私は税理士に依頼していない分、経費の根拠づくりを人より強めにやると決めています。車両費については、ドライブログという無料の運転記録ツールで走行記録を残し、事業利用の割合を「実測した数字」として持っておく運用です。
ぴよ
センパイ運転のたびに記録を残しておけば、確定申告のとき「事業での走行距離÷総走行距離」という誰が見ても筋の通る按分根拠ができあがります。方法自体は手書きの運転日報でもExcelでも構いません。大事なのは「記録が残っている」という事実です。
※ドライブログは当サイト運営者が提供するサービスです
会計ソフトだけは「無料にこだわりすぎない」が私の結論
ここまで無料ツールを勧めておいて矛盾するようですが、会計ソフトだけは早めに有料を検討する価値があります。理由はシンプルで、会計は「年に1回の確定申告」ではなく毎日の記帳が積み上がる業務だからです。銀行口座・カードとの自動連携、レシート取り込み、申告書の自動作成——ここの自動化が効く時間数は、請求書や給与の比ではありません。
私はfreee会計(有料)を使っています。判断の材料はこちらにまとめています。
「まずは完全無料で」という人は、無料お試し期間で自分の事業の記帳量を体感してから決めるのがおすすめです。

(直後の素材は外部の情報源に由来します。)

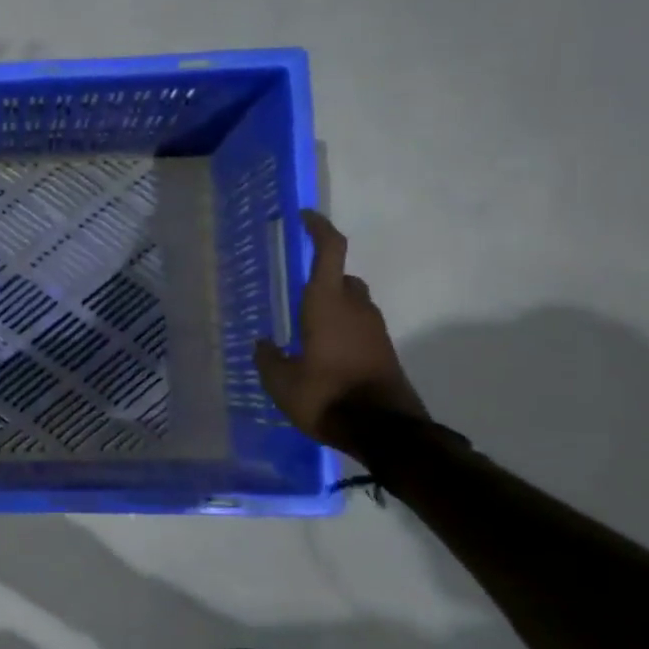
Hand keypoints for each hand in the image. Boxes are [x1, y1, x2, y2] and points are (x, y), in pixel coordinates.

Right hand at [253, 210, 427, 458]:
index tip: (304, 217)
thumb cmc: (326, 397)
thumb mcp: (281, 383)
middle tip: (296, 291)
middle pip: (343, 278)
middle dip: (323, 277)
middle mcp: (356, 309)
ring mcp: (375, 330)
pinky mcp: (384, 351)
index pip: (330, 252)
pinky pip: (360, 327)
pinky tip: (323, 353)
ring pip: (353, 304)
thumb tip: (263, 345)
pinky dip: (342, 330)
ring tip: (306, 328)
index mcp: (328, 304)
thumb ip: (268, 359)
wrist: (385, 432)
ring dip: (334, 306)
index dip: (318, 229)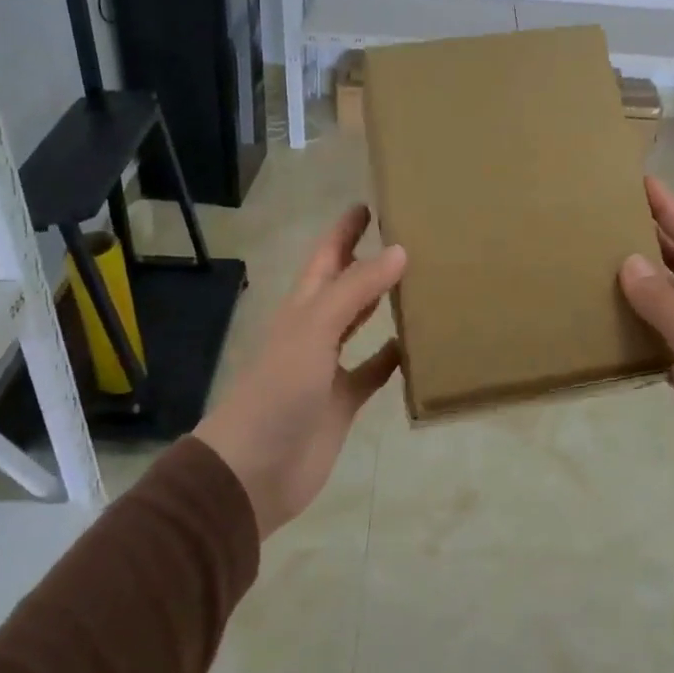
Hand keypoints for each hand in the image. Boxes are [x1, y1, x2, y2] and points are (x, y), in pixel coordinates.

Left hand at [195, 206, 405, 539]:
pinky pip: (374, 371)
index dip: (344, 230)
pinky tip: (417, 346)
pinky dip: (393, 358)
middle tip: (407, 236)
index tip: (371, 203)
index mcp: (303, 306)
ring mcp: (329, 366)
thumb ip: (356, 290)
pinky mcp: (344, 401)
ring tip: (420, 282)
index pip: (327, 255)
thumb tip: (400, 250)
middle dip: (368, 260)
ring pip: (361, 324)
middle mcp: (316, 330)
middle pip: (345, 285)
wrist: (254, 468)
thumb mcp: (315, 329)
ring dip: (383, 304)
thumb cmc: (279, 390)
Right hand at [619, 176, 673, 601]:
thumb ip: (666, 305)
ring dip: (639, 284)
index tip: (636, 182)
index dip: (670, 210)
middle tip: (602, 218)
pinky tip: (606, 322)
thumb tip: (628, 260)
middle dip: (651, 240)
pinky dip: (636, 327)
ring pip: (669, 304)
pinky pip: (659, 342)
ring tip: (594, 262)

会計ソフトの費用は経費になりますし、条件が合えば補助金の対象にもなります。
まとめ:0円で固めて、育った業務から有料化する
- 請求書はMisocaの無料枠(月10通)で大半の開業初期をカバーできる
- 給与計算は円簿給与で「最初の1〜2人」を0円で乗り切る
- 車の家事按分は運転記録で根拠を実測。税理士に頼まないなら、根拠づくりは強めに
- 会計ソフトだけは自動化の効果が大きいので、無料にこだわりすぎず早めに検討
- 判断基準はつねに「その業務が月に何時間を食っているか」。無料ツールで時間が守れているうちは無料でいい
※本記事は筆者の実体験(円簿給与・運転記録)と2026年9月時点の公開情報(Misoca)に基づきます。各サービスの無料枠・料金は変更されることがあるため、利用前に必ず公式サイトでご確認ください。税務の個別判断は税務署・税理士にご相談ください。